**What is required:** Repeat the data exactly as it stands.

**Source data:**

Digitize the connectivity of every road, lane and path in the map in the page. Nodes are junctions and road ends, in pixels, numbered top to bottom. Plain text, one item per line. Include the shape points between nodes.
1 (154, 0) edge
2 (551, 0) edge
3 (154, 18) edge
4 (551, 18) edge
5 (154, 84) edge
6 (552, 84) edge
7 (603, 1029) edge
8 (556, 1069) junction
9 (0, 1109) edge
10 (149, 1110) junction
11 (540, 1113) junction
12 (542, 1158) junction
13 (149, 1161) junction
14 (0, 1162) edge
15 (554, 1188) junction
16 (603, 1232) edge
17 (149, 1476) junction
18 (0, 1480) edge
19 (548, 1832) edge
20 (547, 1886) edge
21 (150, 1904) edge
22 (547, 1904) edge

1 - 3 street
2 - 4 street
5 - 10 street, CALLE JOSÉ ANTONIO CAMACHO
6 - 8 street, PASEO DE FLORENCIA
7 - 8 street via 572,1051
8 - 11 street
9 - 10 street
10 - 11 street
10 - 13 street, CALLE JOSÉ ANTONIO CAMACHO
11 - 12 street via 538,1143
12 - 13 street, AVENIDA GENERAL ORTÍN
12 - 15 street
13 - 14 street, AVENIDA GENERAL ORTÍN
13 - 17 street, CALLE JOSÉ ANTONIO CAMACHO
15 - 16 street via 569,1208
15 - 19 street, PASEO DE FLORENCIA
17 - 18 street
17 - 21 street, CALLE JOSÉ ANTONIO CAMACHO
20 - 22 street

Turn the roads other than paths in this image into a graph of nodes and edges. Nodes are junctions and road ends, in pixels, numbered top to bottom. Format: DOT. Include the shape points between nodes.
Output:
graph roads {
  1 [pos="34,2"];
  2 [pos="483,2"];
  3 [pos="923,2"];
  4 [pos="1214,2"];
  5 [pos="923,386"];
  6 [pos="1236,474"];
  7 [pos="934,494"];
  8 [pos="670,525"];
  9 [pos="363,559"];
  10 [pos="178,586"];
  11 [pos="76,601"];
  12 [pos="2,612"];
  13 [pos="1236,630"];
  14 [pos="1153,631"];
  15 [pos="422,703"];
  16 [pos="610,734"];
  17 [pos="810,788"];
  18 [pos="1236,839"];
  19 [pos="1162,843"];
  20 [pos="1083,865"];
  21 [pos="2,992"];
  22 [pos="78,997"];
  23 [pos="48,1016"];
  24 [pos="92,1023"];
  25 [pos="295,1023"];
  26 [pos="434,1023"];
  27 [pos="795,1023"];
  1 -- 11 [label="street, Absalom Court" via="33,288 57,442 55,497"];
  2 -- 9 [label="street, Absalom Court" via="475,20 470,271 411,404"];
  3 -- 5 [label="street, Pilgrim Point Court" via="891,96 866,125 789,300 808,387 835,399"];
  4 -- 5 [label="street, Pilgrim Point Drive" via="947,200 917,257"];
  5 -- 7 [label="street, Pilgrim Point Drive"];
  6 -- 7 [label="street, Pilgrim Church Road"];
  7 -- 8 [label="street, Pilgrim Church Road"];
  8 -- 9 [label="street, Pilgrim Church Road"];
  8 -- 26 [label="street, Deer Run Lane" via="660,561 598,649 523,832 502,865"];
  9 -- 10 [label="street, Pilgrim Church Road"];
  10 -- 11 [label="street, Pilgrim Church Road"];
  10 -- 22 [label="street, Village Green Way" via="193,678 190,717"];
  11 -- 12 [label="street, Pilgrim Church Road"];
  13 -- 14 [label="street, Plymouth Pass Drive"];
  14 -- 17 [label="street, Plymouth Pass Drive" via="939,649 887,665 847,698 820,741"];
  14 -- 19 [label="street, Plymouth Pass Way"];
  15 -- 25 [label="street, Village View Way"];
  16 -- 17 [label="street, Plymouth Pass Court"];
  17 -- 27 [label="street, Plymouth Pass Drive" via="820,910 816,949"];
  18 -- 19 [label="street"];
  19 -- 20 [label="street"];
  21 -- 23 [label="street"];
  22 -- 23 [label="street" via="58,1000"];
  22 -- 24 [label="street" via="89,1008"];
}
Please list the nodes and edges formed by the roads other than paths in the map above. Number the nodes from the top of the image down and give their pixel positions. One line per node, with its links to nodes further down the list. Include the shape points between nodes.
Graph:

**Response area:**
Digitize the connectivity of every road, lane and path in the map in the page. Nodes are junctions and road ends, in pixels, numbered top to bottom. Plain text, one item per line. Include the shape points between nodes.
1 (154, 0) edge
2 (551, 0) edge
3 (154, 18) edge
4 (551, 18) edge
5 (154, 84) edge
6 (552, 84) edge
7 (603, 1029) edge
8 (556, 1069) junction
9 (0, 1109) edge
10 (149, 1110) junction
11 (540, 1113) junction
12 (542, 1158) junction
13 (149, 1161) junction
14 (0, 1162) edge
15 (554, 1188) junction
16 (603, 1232) edge
17 (149, 1476) junction
18 (0, 1480) edge
19 (548, 1832) edge
20 (547, 1886) edge
21 (150, 1904) edge
22 (547, 1904) edge

1 - 3 street
2 - 4 street
5 - 10 street, CALLE JOSÉ ANTONIO CAMACHO
6 - 8 street, PASEO DE FLORENCIA
7 - 8 street via 572,1051
8 - 11 street
9 - 10 street
10 - 11 street
10 - 13 street, CALLE JOSÉ ANTONIO CAMACHO
11 - 12 street via 538,1143
12 - 13 street, AVENIDA GENERAL ORTÍN
12 - 15 street
13 - 14 street, AVENIDA GENERAL ORTÍN
13 - 17 street, CALLE JOSÉ ANTONIO CAMACHO
15 - 16 street via 569,1208
15 - 19 street, PASEO DE FLORENCIA
17 - 18 street
17 - 21 street, CALLE JOSÉ ANTONIO CAMACHO
20 - 22 street

Turn the roads other than paths in this image into a graph of nodes and edges. Nodes are junctions and road ends, in pixels, numbered top to bottom. Format: DOT. Include the shape points between nodes.
Output:
graph roads {
  1 [pos="34,2"];
  2 [pos="483,2"];
  3 [pos="923,2"];
  4 [pos="1214,2"];
  5 [pos="923,386"];
  6 [pos="1236,474"];
  7 [pos="934,494"];
  8 [pos="670,525"];
  9 [pos="363,559"];
  10 [pos="178,586"];
  11 [pos="76,601"];
  12 [pos="2,612"];
  13 [pos="1236,630"];
  14 [pos="1153,631"];
  15 [pos="422,703"];
  16 [pos="610,734"];
  17 [pos="810,788"];
  18 [pos="1236,839"];
  19 [pos="1162,843"];
  20 [pos="1083,865"];
  21 [pos="2,992"];
  22 [pos="78,997"];
  23 [pos="48,1016"];
  24 [pos="92,1023"];
  25 [pos="295,1023"];
  26 [pos="434,1023"];
  27 [pos="795,1023"];
  1 -- 11 [label="street, Absalom Court" via="33,288 57,442 55,497"];
  2 -- 9 [label="street, Absalom Court" via="475,20 470,271 411,404"];
  3 -- 5 [label="street, Pilgrim Point Court" via="891,96 866,125 789,300 808,387 835,399"];
  4 -- 5 [label="street, Pilgrim Point Drive" via="947,200 917,257"];
  5 -- 7 [label="street, Pilgrim Point Drive"];
  6 -- 7 [label="street, Pilgrim Church Road"];
  7 -- 8 [label="street, Pilgrim Church Road"];
  8 -- 9 [label="street, Pilgrim Church Road"];
  8 -- 26 [label="street, Deer Run Lane" via="660,561 598,649 523,832 502,865"];
  9 -- 10 [label="street, Pilgrim Church Road"];
  10 -- 11 [label="street, Pilgrim Church Road"];
  10 -- 22 [label="street, Village Green Way" via="193,678 190,717"];
  11 -- 12 [label="street, Pilgrim Church Road"];
  13 -- 14 [label="street, Plymouth Pass Drive"];
  14 -- 17 [label="street, Plymouth Pass Drive" via="939,649 887,665 847,698 820,741"];
  14 -- 19 [label="street, Plymouth Pass Way"];
  15 -- 25 [label="street, Village View Way"];
  16 -- 17 [label="street, Plymouth Pass Court"];
  17 -- 27 [label="street, Plymouth Pass Drive" via="820,910 816,949"];
  18 -- 19 [label="street"];
  19 -- 20 [label="street"];
  21 -- 23 [label="street"];
  22 -- 23 [label="street" via="58,1000"];
  22 -- 24 [label="street" via="89,1008"];
}
Please list the nodes and edges formed by the roads other than paths in the map above. Number the nodes from the top of the image down and give their pixel positions. One line per node, with its links to nodes further down the list. Include the shape points between nodes.
Graph:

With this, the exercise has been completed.